Abstract

There is increasing interest in clarifying how different face emotion expressions are perceived by people from different cultures, of different ages and sex. However, scant availability of well-controlled emotional face stimuli from non-Western populations limit the evaluation of cultural differences in face emotion perception and how this might be modulated by age and sex differences. We present a database of East Asian face expression stimuli, enacted by young and older, male and female, Taiwanese using the Facial Action Coding System (FACS). Combined with a prior database, this present database consists of 90 identities with happy, sad, angry, fearful, disgusted, surprised and neutral expressions amounting to 628 photographs. Twenty young and 24 older East Asian raters scored the photographs for intensities of multiple-dimensions of emotions and induced affect. Multivariate analyses characterized the dimensionality of perceived emotions and quantified effects of age and sex.

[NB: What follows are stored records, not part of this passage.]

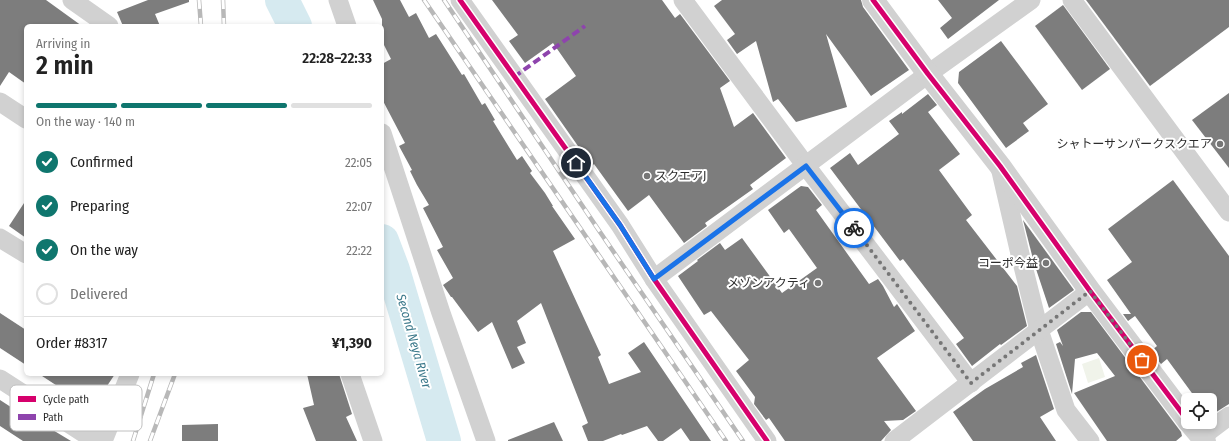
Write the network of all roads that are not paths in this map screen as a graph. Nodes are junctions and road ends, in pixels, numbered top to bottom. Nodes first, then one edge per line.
1 (72, 0) edge
2 (338, 0) edge
3 (460, 0) edge
4 (683, 0) edge
5 (873, 0) edge
6 (1031, 0) edge
7 (1072, 0) edge
8 (106, 24) edge
9 (346, 24) edge
10 (928, 74) junction
11 (0, 102) edge
12 (24, 118) edge
13 (384, 139) edge
14 (806, 166) junction
15 (1000, 166) junction
16 (1229, 212) edge
17 (0, 238) edge
18 (24, 253) edge
19 (654, 279) junction
20 (1090, 291) junction
21 (1039, 330) junction
22 (351, 376) edge
23 (0, 379) edge
24 (971, 383) junction
25 (10, 385) edge
26 (1229, 416) edge
27 (1196, 430) edge
28 (81, 431) edge
29 (107, 431) edge
30 (96, 441) edge
31 (103, 441) edge
32 (373, 441) edge
33 (486, 441) edge
34 (767, 441) edge
35 (894, 441) edge
36 (1090, 441) edge

1 - 8 street
2 - 9 street
3 - 19 street
4 - 14 street
5 - 10 street
6 - 10 street
7 - 16 street
10 - 14 street
10 - 15 street
11 - 12 street
13 - 33 street
14 - 19 street
14 - 24 street
15 - 20 street
15 - 21 street
17 - 18 street
19 - 34 street
20 - 21 street
20 - 27 street
21 - 24 street
21 - 36 street
22 - 32 street
23 - 25 street
24 - 35 street
26 - 27 street
28 - 30 street
29 - 31 street

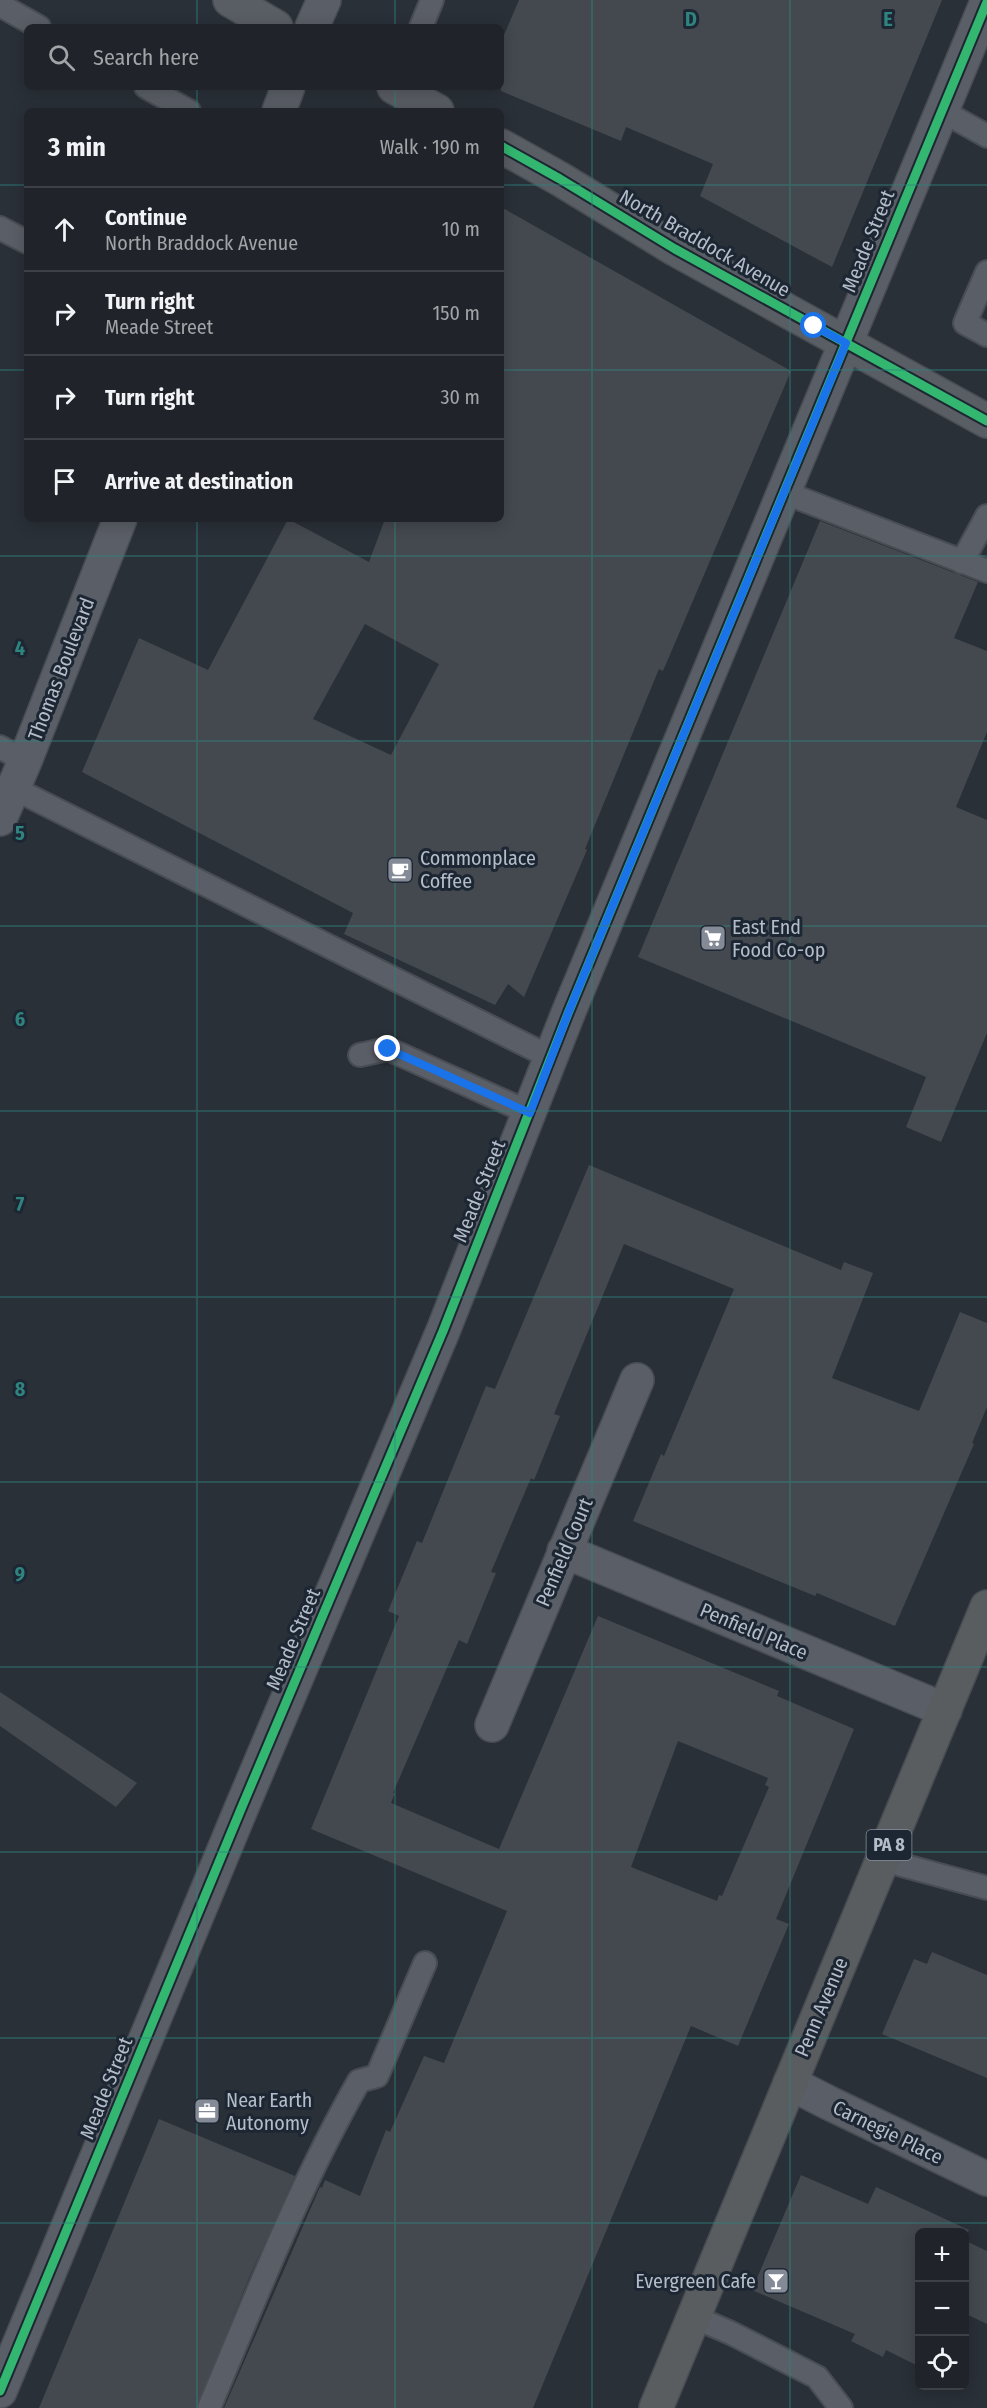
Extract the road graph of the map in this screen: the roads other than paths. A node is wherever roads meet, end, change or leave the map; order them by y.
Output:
1 (230, 0) edge
2 (324, 0) edge
3 (432, 0) edge
4 (987, 2) edge
5 (0, 5) edge
6 (34, 24) edge
7 (271, 24) edge
8 (313, 24) edge
9 (422, 24) edge
10 (979, 46) edge
11 (151, 90) edge
12 (287, 90) edge
13 (401, 90) edge
14 (184, 108) edge
15 (280, 108) edge
16 (432, 108) edge
17 (942, 111) junction
18 (987, 136) edge
19 (504, 148) edge
20 (0, 228) edge
21 (24, 240) edge
22 (987, 272) edge
23 (987, 335) edge
24 (846, 343) junction
25 (987, 421) edge
26 (783, 492) junction
27 (987, 516) edge
28 (119, 522) edge
29 (962, 562) junction
30 (987, 571) edge
31 (13, 765) edge
32 (0, 819) edge
33 (360, 1055) dead end
34 (552, 1058) junction
35 (530, 1113) junction
36 (637, 1380) dead end
37 (564, 1551) junction
38 (985, 1617) edge
39 (945, 1710) junction
40 (492, 1725) dead end
41 (883, 1860) junction
42 (987, 1888) edge
43 (425, 1964) dead end
44 (790, 2083) junction
45 (987, 2179) edge
46 (694, 2317) junction
47 (0, 2391) edge
48 (209, 2408) edge
49 (656, 2408) edge
50 (841, 2408) edge

1 - 7 main road
2 - 8 street
3 - 9 lane
4 - 10 street, Meade Street
5 - 6 lane
10 - 17 street, Meade Street
11 - 14 lane
12 - 15 street
13 - 16 main road
17 - 18 lane
17 - 24 street, Meade Street
19 - 24 main road, North Braddock Avenue
20 - 21 lane
22 - 23 lane
24 - 25 main road, North Braddock Avenue
24 - 26 street, Meade Street
26 - 29 lane
26 - 34 street, Meade Street
27 - 29 lane
28 - 31 street, Thomas Boulevard
29 - 30 lane
31 - 32 street, Thomas Boulevard
31 - 34 lane
33 - 35 lane
34 - 35 street, Meade Street
35 - 47 street, Meade Street
36 - 37 street, Penfield Court
37 - 39 street, Penfield Place
37 - 40 street, Penfield Court
38 - 39 highway, Penn Avenue / PA 8
39 - 41 highway, Penn Avenue / PA 8
41 - 42 lane
41 - 44 highway, Penn Avenue / PA 8
43 - 48 lane
44 - 45 street, Carnegie Place
44 - 46 highway, Penn Avenue / PA 8
46 - 49 highway, Penn Avenue / PA 8
46 - 50 lane

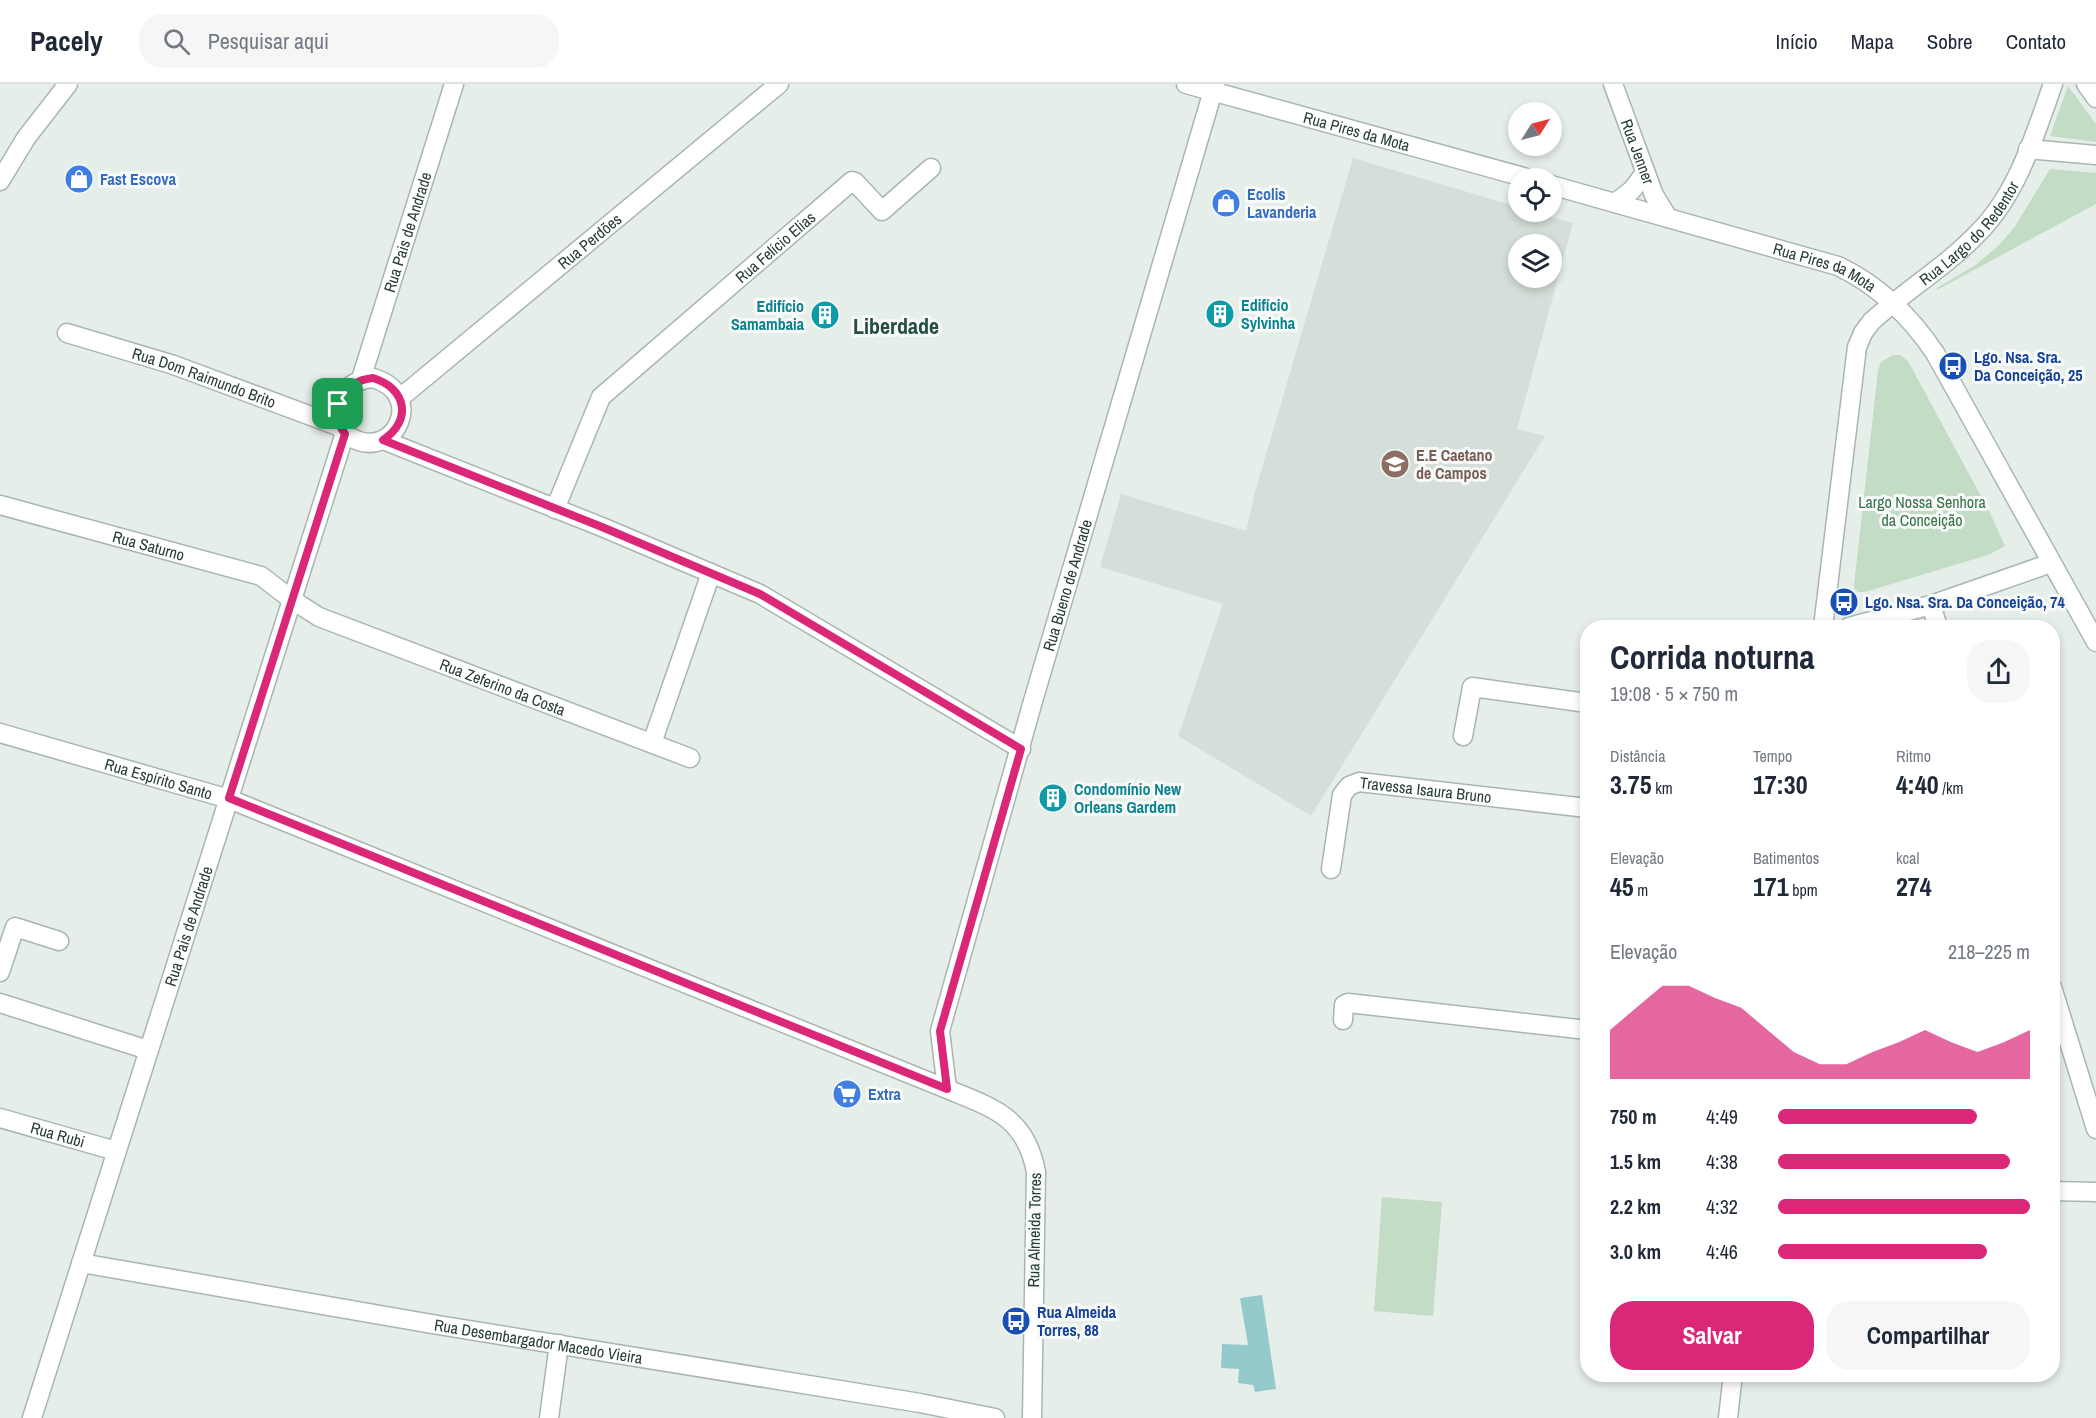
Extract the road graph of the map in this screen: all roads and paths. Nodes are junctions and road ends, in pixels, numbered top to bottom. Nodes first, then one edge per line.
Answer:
1 (68, 84) edge
2 (454, 84) edge
3 (779, 84) edge
4 (1186, 84) edge
5 (1613, 84) edge
6 (2053, 84) edge
7 (2086, 84) edge
8 (1214, 88) edge
9 (2096, 98) edge
10 (2028, 149) junction
11 (2096, 155) edge
12 (931, 168) dead end
13 (1508, 173) edge
14 (1646, 173) junction
15 (1, 176) edge
16 (1562, 188) edge
17 (1615, 203) junction
18 (1668, 218) junction
19 (1892, 302) junction
20 (67, 333) dead end
21 (361, 379) junction
22 (400, 398) junction
23 (342, 430) junction
24 (383, 440) junction
25 (0, 505) edge
26 (555, 509) junction
27 (2051, 563) junction
28 (711, 573) junction
29 (291, 599) junction
30 (1931, 605) junction
31 (316, 615) joint
32 (1824, 620) edge
33 (1876, 620) edge
34 (1936, 620) edge
35 (2096, 642) edge
36 (1580, 702) edge
37 (0, 732) edge
38 (1463, 736) dead end
39 (652, 743) junction
40 (1021, 749) junction
41 (690, 758) dead end
42 (229, 798) junction
43 (1580, 807) edge
44 (1331, 869) dead end
45 (59, 941) dead end
46 (0, 972) edge
47 (0, 1003) edge
48 (2060, 1013) edge
49 (1343, 1020) dead end
50 (1580, 1029) edge
51 (148, 1050) junction
52 (947, 1089) junction
53 (0, 1118) edge
54 (2096, 1129) edge
55 (116, 1151) junction
56 (2060, 1191) edge
57 (2096, 1192) edge
58 (81, 1263) junction
59 (559, 1344) junction
60 (1733, 1382) edge
61 (32, 1418) edge
62 (549, 1418) edge
63 (995, 1418) edge
64 (1032, 1418) edge
65 (1728, 1418) edge

1 - 15 street
2 - 21 street, Rua Pais de Andrade
3 - 22 street, Rua Perdões
4 - 8 street, Rua Pires da Mota
5 - 14 street, Rua Jenner
6 - 10 street, Rua Largo do Redentor
7 - 9 street
8 - 13 street, Rua Pires da Mota
8 - 40 street, Rua Bueno de Andrade
10 - 11 street
10 - 19 street, Rua Largo do Redentor
12 - 26 street, Rua Felício Elias
14 - 17 street
14 - 18 street, Rua Jenner
16 - 17 street, Rua Pires da Mota
17 - 18 street, Rua Pires da Mota
18 - 19 street, Rua Pires da Mota
19 - 27 street
19 - 32 street
20 - 23 street, Rua Dom Raimundo Brito
21 - 22 street
21 - 23 street
22 - 24 street
23 - 24 street
23 - 29 street, Rua Pais de Andrade
24 - 26 street
25 - 29 street, Rua Saturno
26 - 28 street
27 - 30 street
27 - 35 street
28 - 39 street
28 - 40 street
29 - 31 street, Rua Saturno
29 - 42 street, Rua Pais de Andrade
30 - 33 street
30 - 34 street
31 - 39 street, Rua Zeferino da Costa
36 - 38 street
37 - 42 street, Rua Espírito Santo
39 - 41 street, Rua Zeferino da Costa
40 - 52 street, Rua Bueno de Andrade
42 - 51 street, Rua Pais de Andrade
42 - 52 street, Rua Espírito Santo
43 - 44 street, Travessa Isaura Bruno
45 - 46 street
47 - 51 street
48 - 54 street
49 - 50 street
51 - 55 street, Rua Pais de Andrade
52 - 64 street, Rua Almeida Torres
53 - 55 street, Rua Rubi
55 - 58 street, Rua Pais de Andrade
56 - 57 street
58 - 59 street, Rua Desembargador Macedo Vieira
58 - 61 street, Rua Pais de Andrade
59 - 62 street
59 - 63 street, Rua Desembargador Macedo Vieira
60 - 65 street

We also applied commercial software to extract computer-based metrics of emotions in photographs. Taiwanese raters perceived happy faces as one category, sad, angry, and disgusted expressions as one category, and fearful and surprised expressions as one category. Younger females were more sensitive to face emotions than younger males. Whereas, older males showed reduced face emotion sensitivity, older female sensitivity was similar or accentuated relative to young females. Commercial software dissociated six emotions according to the FACS demonstrating that defining visual features were present. Our findings show that East Asians perceive a different dimensionality of emotions than Western-based definitions in face recognition software, regardless of age and sex. Critically, stimuli with detailed cultural norms are indispensable in interpreting neural and behavioral responses involving human facial expression processing. To this end, we add to the tools, which are available upon request, for conducting such research.

Highlights

  • Emotions conveyed in facial expressions are perceived differently by individuals of different cultural backgrounds (Biehl et al, 1997; Jack et al, 2012), age and sex (Hall and Matsumoto, 2004; Isaacowitz et al, 2017), and with different in-group/outgroup biases (Lazerus et al, 2016)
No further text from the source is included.